* **Problem description**:
This exercise calls for a copy of every line in the listing below that carries the word "ซอยพระราม".

* **Exercise material**:

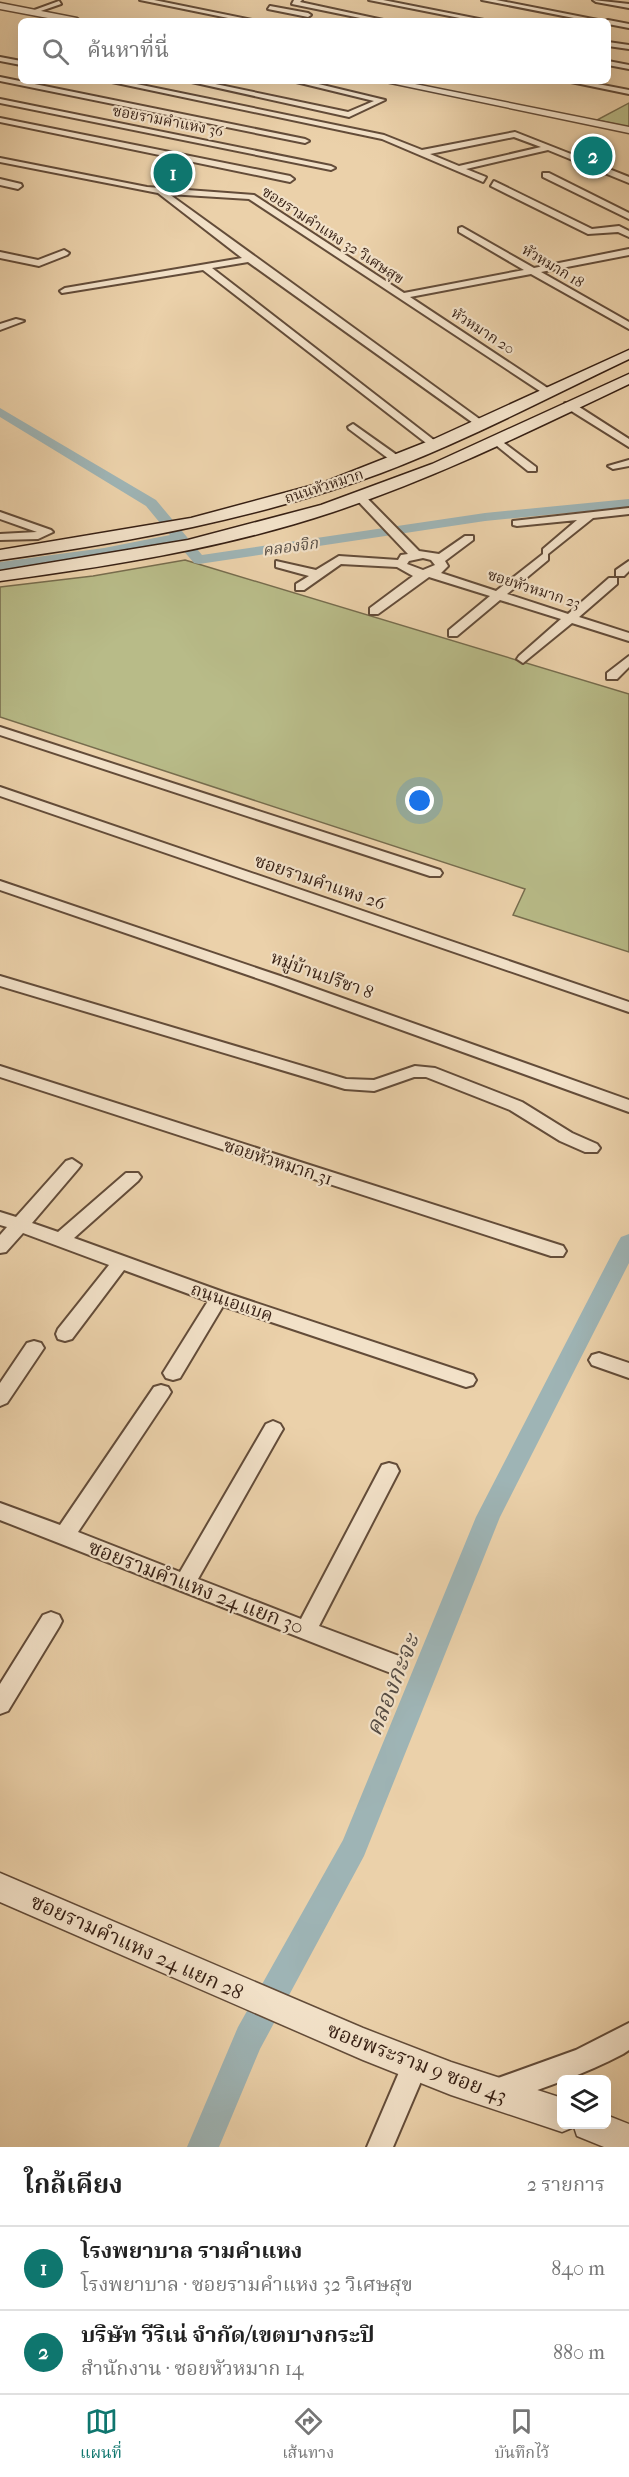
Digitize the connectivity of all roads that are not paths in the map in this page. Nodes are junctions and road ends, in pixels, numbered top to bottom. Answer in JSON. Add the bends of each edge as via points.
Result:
{"nodes":[{"id":1,"x":142,"y":0,"type":"edge"},
{"id":2,"x":299,"y":0,"type":"edge"},
{"id":3,"x":372,"y":0,"type":"edge"},
{"id":4,"x":485,"y":0,"type":"edge"},
{"id":5,"x":596,"y":0,"type":"edge"},
{"id":6,"x":59,"y":3,"type":"dead end"},
{"id":7,"x":0,"y":6,"type":"edge"},
{"id":8,"x":629,"y":6,"type":"edge"},
{"id":9,"x":270,"y":8,"type":"dead end"},
{"id":10,"x":32,"y":12,"type":"junction"},
{"id":11,"x":300,"y":14,"type":"junction"},
{"id":12,"x":231,"y":17,"type":"joint"},
{"id":13,"x":318,"y":17,"type":"dead end"},
{"id":14,"x":62,"y":18,"type":"edge"},
{"id":15,"x":237,"y":18,"type":"edge"},
{"id":16,"x":290,"y":18,"type":"edge"},
{"id":17,"x":370,"y":18,"type":"edge"},
{"id":18,"x":470,"y":18,"type":"edge"},
{"id":19,"x":584,"y":18,"type":"edge"},
{"id":20,"x":611,"y":23,"type":"edge"},
{"id":21,"x":629,"y":26,"type":"edge"},
{"id":22,"x":611,"y":44,"type":"edge"},
{"id":23,"x":629,"y":47,"type":"edge"},
{"id":24,"x":0,"y":59,"type":"edge"},
{"id":25,"x":18,"y":62,"type":"edge"},
{"id":26,"x":611,"y":64,"type":"edge"},
{"id":27,"x":629,"y":67,"type":"edge"},
{"id":28,"x":0,"y":79,"type":"edge"},
{"id":29,"x":18,"y":83,"type":"edge"},
{"id":30,"x":25,"y":84,"type":"edge"},
{"id":31,"x":126,"y":84,"type":"edge"},
{"id":32,"x":205,"y":84,"type":"edge"},
{"id":33,"x":309,"y":84,"type":"edge"},
{"id":34,"x":401,"y":84,"type":"edge"},
{"id":35,"x":585,"y":84,"type":"edge"},
{"id":36,"x":629,"y":93,"type":"edge"},
{"id":37,"x":0,"y":101,"type":"edge"},
{"id":38,"x":0,"y":120,"type":"edge"},
{"id":39,"x":629,"y":130,"type":"edge"},
{"id":40,"x":305,"y":141,"type":"dead end"},
{"id":41,"x":548,"y":148,"type":"junction"},
{"id":42,"x":602,"y":152,"type":"dead end"},
{"id":43,"x":420,"y":153,"type":"junction"},
{"id":44,"x":574,"y":159,"type":"junction"},
{"id":45,"x":0,"y":160,"type":"edge"},
{"id":46,"x":331,"y":168,"type":"dead end"},
{"id":47,"x":459,"y":168,"type":"junction"},
{"id":48,"x":546,"y":175,"type":"dead end"},
{"id":49,"x":483,"y":179,"type":"dead end"},
{"id":50,"x":627,"y":179,"type":"edge"},
{"id":51,"x":290,"y":180,"type":"dead end"},
{"id":52,"x":0,"y":182,"type":"edge"},
{"id":53,"x":494,"y":184,"type":"dead end"},
{"id":54,"x":18,"y":186,"type":"dead end"},
{"id":55,"x":161,"y":192,"type":"junction"},
{"id":56,"x":629,"y":216,"type":"edge"},
{"id":57,"x":624,"y":227,"type":"edge"},
{"id":58,"x":462,"y":230,"type":"dead end"},
{"id":59,"x":629,"y":234,"type":"edge"},
{"id":60,"x":64,"y":253,"type":"dead end"},
{"id":61,"x":0,"y":255,"type":"edge"},
{"id":62,"x":626,"y":255,"type":"edge"},
{"id":63,"x":250,"y":258,"type":"junction"},
{"id":64,"x":205,"y":267,"type":"junction"},
{"id":65,"x":531,"y":271,"type":"junction"},
{"id":66,"x":108,"y":283,"type":"junction"},
{"id":67,"x":65,"y":291,"type":"dead end"},
{"id":68,"x":121,"y":295,"type":"dead end"},
{"id":69,"x":402,"y":296,"type":"junction"},
{"id":70,"x":19,"y":321,"type":"dead end"},
{"id":71,"x":629,"y":326,"type":"edge"},
{"id":72,"x":0,"y":327,"type":"edge"},
{"id":73,"x":629,"y":354,"type":"edge"},
{"id":74,"x":629,"y":378,"type":"edge"},
{"id":75,"x":563,"y":384,"type":"junction"},
{"id":76,"x":547,"y":391,"type":"junction"},
{"id":77,"x":594,"y":394,"type":"junction"},
{"id":78,"x":527,"y":400,"type":"junction"},
{"id":79,"x":569,"y":405,"type":"junction"},
{"id":80,"x":550,"y":414,"type":"junction"},
{"id":81,"x":480,"y":423,"type":"junction"},
{"id":82,"x":353,"y":427,"type":"dead end"},
{"id":83,"x":496,"y":440,"type":"junction"},
{"id":84,"x":434,"y":444,"type":"junction"},
{"id":85,"x":629,"y":444,"type":"edge"},
{"id":86,"x":397,"y":460,"type":"junction"},
{"id":87,"x":629,"y":463,"type":"edge"},
{"id":88,"x":613,"y":466,"type":"dead end"},
{"id":89,"x":532,"y":470,"type":"dead end"},
{"id":90,"x":366,"y":495,"type":"junction"},
{"id":91,"x":629,"y":511,"type":"edge"},
{"id":92,"x":0,"y":515,"type":"edge"},
{"id":93,"x":589,"y":516,"type":"junction"},
{"id":94,"x":517,"y":523,"type":"dead end"},
{"id":95,"x":469,"y":538,"type":"dead end"},
{"id":96,"x":5,"y":545,"type":"edge"},
{"id":97,"x":414,"y":551,"type":"junction"},
{"id":98,"x":439,"y":560,"type":"junction"},
{"id":99,"x":280,"y":564,"type":"dead end"},
{"id":100,"x":401,"y":564,"type":"junction"},
{"id":101,"x":426,"y":573,"type":"junction"},
{"id":102,"x":620,"y":573,"type":"edge"},
{"id":103,"x":316,"y":574,"type":"junction"},
{"id":104,"x":0,"y":576,"type":"edge"},
{"id":105,"x":300,"y":587,"type":"dead end"},
{"id":106,"x":498,"y":595,"type":"junction"},
{"id":107,"x":374,"y":611,"type":"dead end"},
{"id":108,"x":571,"y":618,"type":"junction"},
{"id":109,"x":453,"y":633,"type":"dead end"},
{"id":110,"x":629,"y":637,"type":"edge"},
{"id":111,"x":523,"y":659,"type":"dead end"},
{"id":112,"x":629,"y":660,"type":"edge"},
{"id":113,"x":612,"y":676,"type":"dead end"},
{"id":114,"x":0,"y":731,"type":"edge"},
{"id":115,"x":0,"y":791,"type":"edge"},
{"id":116,"x":435,"y":873,"type":"dead end"},
{"id":117,"x":0,"y":885,"type":"edge"},
{"id":118,"x":0,"y":981,"type":"edge"},
{"id":119,"x":629,"y":1006,"type":"edge"},
{"id":120,"x":0,"y":1071,"type":"edge"},
{"id":121,"x":629,"y":1106,"type":"edge"},
{"id":122,"x":591,"y":1148,"type":"dead end"},
{"id":123,"x":72,"y":1165,"type":"dead end"},
{"id":124,"x":132,"y":1177,"type":"dead end"},
{"id":125,"x":0,"y":1218,"type":"edge"},
{"id":126,"x":19,"y":1224,"type":"junction"},
{"id":127,"x":61,"y":1240,"type":"junction"},
{"id":128,"x":0,"y":1247,"type":"edge"},
{"id":129,"x":557,"y":1251,"type":"dead end"},
{"id":130,"x":120,"y":1263,"type":"junction"},
{"id":131,"x":219,"y":1298,"type":"junction"},
{"id":132,"x":66,"y":1334,"type":"dead end"},
{"id":133,"x":34,"y":1348,"type":"dead end"},
{"id":134,"x":599,"y":1360,"type":"dead end"},
{"id":135,"x":629,"y":1371,"type":"edge"},
{"id":136,"x":173,"y":1372,"type":"dead end"},
{"id":137,"x":465,"y":1380,"type":"dead end"},
{"id":138,"x":161,"y":1392,"type":"dead end"},
{"id":139,"x":0,"y":1398,"type":"edge"},
{"id":140,"x":273,"y":1429,"type":"dead end"},
{"id":141,"x":389,"y":1471,"type":"dead end"},
{"id":142,"x":0,"y":1511,"type":"edge"},
{"id":143,"x":64,"y":1536,"type":"junction"},
{"id":144,"x":184,"y":1582,"type":"junction"},
{"id":145,"x":51,"y":1622,"type":"dead end"},
{"id":146,"x":306,"y":1630,"type":"junction"},
{"id":147,"x":391,"y":1663,"type":"dead end"},
{"id":148,"x":0,"y":1704,"type":"edge"},
{"id":149,"x":0,"y":1887,"type":"edge"},
{"id":150,"x":274,"y":2007,"type":"joint"},
{"id":151,"x":629,"y":2036,"type":"edge"},
{"id":152,"x":415,"y":2065,"type":"junction"},
{"id":153,"x":490,"y":2093,"type":"junction"},
{"id":154,"x":557,"y":2114,"type":"edge"},
{"id":155,"x":601,"y":2129,"type":"edge"},
{"id":156,"x":629,"y":2141,"type":"edge"},
{"id":157,"x":380,"y":2147,"type":"edge"}],
"edges":[{"from":1,"to":12,"type":"street"},
{"from":2,"to":17,"type":"street","via":[[294,3]]},
{"from":3,"to":18,"type":"street"},
{"from":4,"to":19,"type":"street"},
{"from":5,"to":8,"type":"street"},
{"from":6,"to":10,"type":"street"},
{"from":7,"to":10,"type":"street"},
{"from":9,"to":11,"type":"street"},
{"from":10,"to":14,"type":"street"},
{"from":11,"to":13,"type":"street"},
{"from":11,"to":16,"type":"street"},
{"from":12,"to":15,"type":"street"},
{"from":20,"to":21,"type":"street"},
{"from":22,"to":23,"type":"street"},
{"from":24,"to":25,"type":"street"},
{"from":26,"to":27,"type":"street"},
{"from":28,"to":29,"type":"street"},
{"from":30,"to":40,"type":"street"},
{"from":31,"to":43,"type":"street","via":[[384,137]]},
{"from":32,"to":33,"type":"street","via":[[349,115],[381,100]]},
{"from":34,"to":39,"type":"street"},
{"from":35,"to":36,"type":"street"},
{"from":37,"to":46,"type":"street","name":"ซอยรามคำแหง 36"},
{"from":38,"to":51,"type":"street"},
{"from":41,"to":43,"type":"street","via":[[512,134]]},
{"from":41,"to":44,"type":"street"},
{"from":41,"to":47,"type":"street"},
{"from":42,"to":44,"type":"street"},
{"from":43,"to":47,"type":"street"},
{"from":44,"to":50,"type":"street"},
{"from":45,"to":55,"type":"street","name":"ซอยรามคำแหง 32 วิเศษสุข"},
{"from":47,"to":49,"type":"street"},
{"from":48,"to":56,"type":"street"},
{"from":52,"to":54,"type":"street"},
{"from":53,"to":57,"type":"street","via":[[591,232]]},
{"from":55,"to":63,"type":"street"},
{"from":55,"to":69,"type":"street","name":"ซอยรามคำแหง 32 วิเศษสุข","via":[[251,197]]},
{"from":57,"to":59,"type":"street"},
{"from":58,"to":65,"type":"street","name":"หัวหมาก 18"},
{"from":60,"to":61,"type":"street","via":[[42,263]]},
{"from":62,"to":65,"type":"street"},
{"from":63,"to":64,"type":"street"},
{"from":63,"to":81,"type":"street"},
{"from":64,"to":66,"type":"street"},
{"from":64,"to":84,"type":"street"},
{"from":65,"to":69,"type":"street"},
{"from":65,"to":71,"type":"street","name":"หัวหมาก 18"},
{"from":66,"to":67,"type":"street"},
{"from":66,"to":68,"type":"street"},
{"from":69,"to":76,"type":"street","name":"หัวหมาก 20"},
{"from":70,"to":72,"type":"street"},
{"from":73,"to":75,"type":"main road","name":"ถนนหัวหมาก"},
{"from":74,"to":77,"type":"main road","name":"ถนนหัวหมาก"},
{"from":75,"to":76,"type":"main road","name":"ถนนหัวหมาก"},
{"from":75,"to":77,"type":"main road","via":[[573,394]]},
{"from":76,"to":78,"type":"main road","name":"ถนนหัวหมาก"},
{"from":77,"to":79,"type":"main road","name":"ถนนหัวหมาก"},
{"from":78,"to":80,"type":"main road","via":[[552,403]]},
{"from":78,"to":81,"type":"main road","name":"ถนนหัวหมาก"},
{"from":79,"to":80,"type":"main road","name":"ถนนหัวหมาก"},
{"from":79,"to":85,"type":"street"},
{"from":80,"to":83,"type":"main road","name":"ถนนหัวหมาก"},
{"from":81,"to":84,"type":"main road","name":"ถนนหัวหมาก"},
{"from":82,"to":86,"type":"street"},
{"from":83,"to":89,"type":"street"},
{"from":83,"to":90,"type":"main road","name":"ถนนหัวหมาก"},
{"from":84,"to":86,"type":"main road","name":"ถนนหัวหมาก"},
{"from":86,"to":96,"type":"main road","name":"ถนนหัวหมาก","via":[[315,490],[235,513],[110,539]]},
{"from":87,"to":88,"type":"street"},
{"from":90,"to":97,"type":"street","via":[[380,516]]},
{"from":90,"to":97,"type":"street","via":[[392,513],[411,535]]},
{"from":90,"to":104,"type":"main road","name":"ถนนหัวหมาก","via":[[218,540]]},
{"from":91,"to":93,"type":"street"},
{"from":92,"to":96,"type":"street","via":[[47,532]]},
{"from":93,"to":94,"type":"street"},
{"from":93,"to":106,"type":"street"},
{"from":95,"to":98,"type":"street"},
{"from":97,"to":98,"type":"street"},
{"from":97,"to":100,"type":"street"},
{"from":98,"to":101,"type":"street","via":[[439,569]]},
{"from":99,"to":103,"type":"street"},
{"from":100,"to":101,"type":"street","name":"ซอยหัวหมาก 23","via":[[406,570]]},
{"from":100,"to":103,"type":"street","via":[[339,560]]},
{"from":101,"to":106,"type":"street","name":"ซอยหัวหมาก 23"},
{"from":101,"to":107,"type":"street"},
{"from":102,"to":108,"type":"street"},
{"from":103,"to":105,"type":"street"},
{"from":106,"to":108,"type":"street","name":"ซอยหัวหมาก 23"},
{"from":106,"to":109,"type":"street"},
{"from":108,"to":110,"type":"street","name":"ซอยหัวหมาก 23"},
{"from":108,"to":111,"type":"street"},
{"from":112,"to":113,"type":"street"},
{"from":114,"to":116,"type":"street"},
{"from":115,"to":119,"type":"street","name":"ซอยรามคำแหง 26"},
{"from":117,"to":121,"type":"street","name":"หมู่บ้านปรีชา 8"},
{"from":118,"to":122,"type":"street","via":[[345,1084],[381,1085],[415,1070],[429,1072],[516,1106]]},
{"from":120,"to":129,"type":"street","name":"ซอยหัวหมาก 31"},
{"from":123,"to":126,"type":"street"},
{"from":124,"to":127,"type":"street"},
{"from":125,"to":126,"type":"street","name":"ถนนเอแบค"},
{"from":126,"to":127,"type":"street","name":"ถนนเอแบค"},
{"from":126,"to":128,"type":"street"},
{"from":127,"to":130,"type":"street","name":"ถนนเอแบค"},
{"from":130,"to":131,"type":"street","name":"ถนนเอแบค"},
{"from":130,"to":132,"type":"street"},
{"from":131,"to":136,"type":"street"},
{"from":131,"to":137,"type":"street","name":"ถนนเอแบค"},
{"from":133,"to":139,"type":"street"},
{"from":134,"to":135,"type":"street"},
{"from":138,"to":143,"type":"street"},
{"from":140,"to":144,"type":"street"},
{"from":141,"to":146,"type":"street"},
{"from":142,"to":143,"type":"street","name":"ซอยรามคำแหง 24 แยก 30"},
{"from":143,"to":144,"type":"street","name":"ซอยรามคำแหง 24 แยก 30"},
{"from":144,"to":146,"type":"street","name":"ซอยรามคำแหง 24 แยก 30"},
{"from":145,"to":148,"type":"street"},
{"from":146,"to":147,"type":"street","name":"ซอยรามคำแหง 24 แยก 30"},
{"from":149,"to":150,"type":"street","name":"ซอยรามคำแหง 24 แยก 28"},
{"from":150,"to":152,"type":"street","name":"ซอยพระราม 9 ซอย 43"},
{"from":151,"to":153,"type":"street","via":[[573,2065]]},
{"from":152,"to":153,"type":"street","name":"ซอยพระราม 9 ซอย 43"},
{"from":152,"to":157,"type":"street"},
{"from":153,"to":154,"type":"street","name":"ซอยพระราม 9 ซอย 43"},
{"from":155,"to":156,"type":"street"}]}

* **Completed task**:
{"from":150,"to":152,"type":"street","name":"ซอยพระราม 9 ซอย 43"},
{"from":152,"to":153,"type":"street","name":"ซอยพระราม 9 ซอย 43"},
{"from":153,"to":154,"type":"street","name":"ซอยพระราม 9 ซอย 43"},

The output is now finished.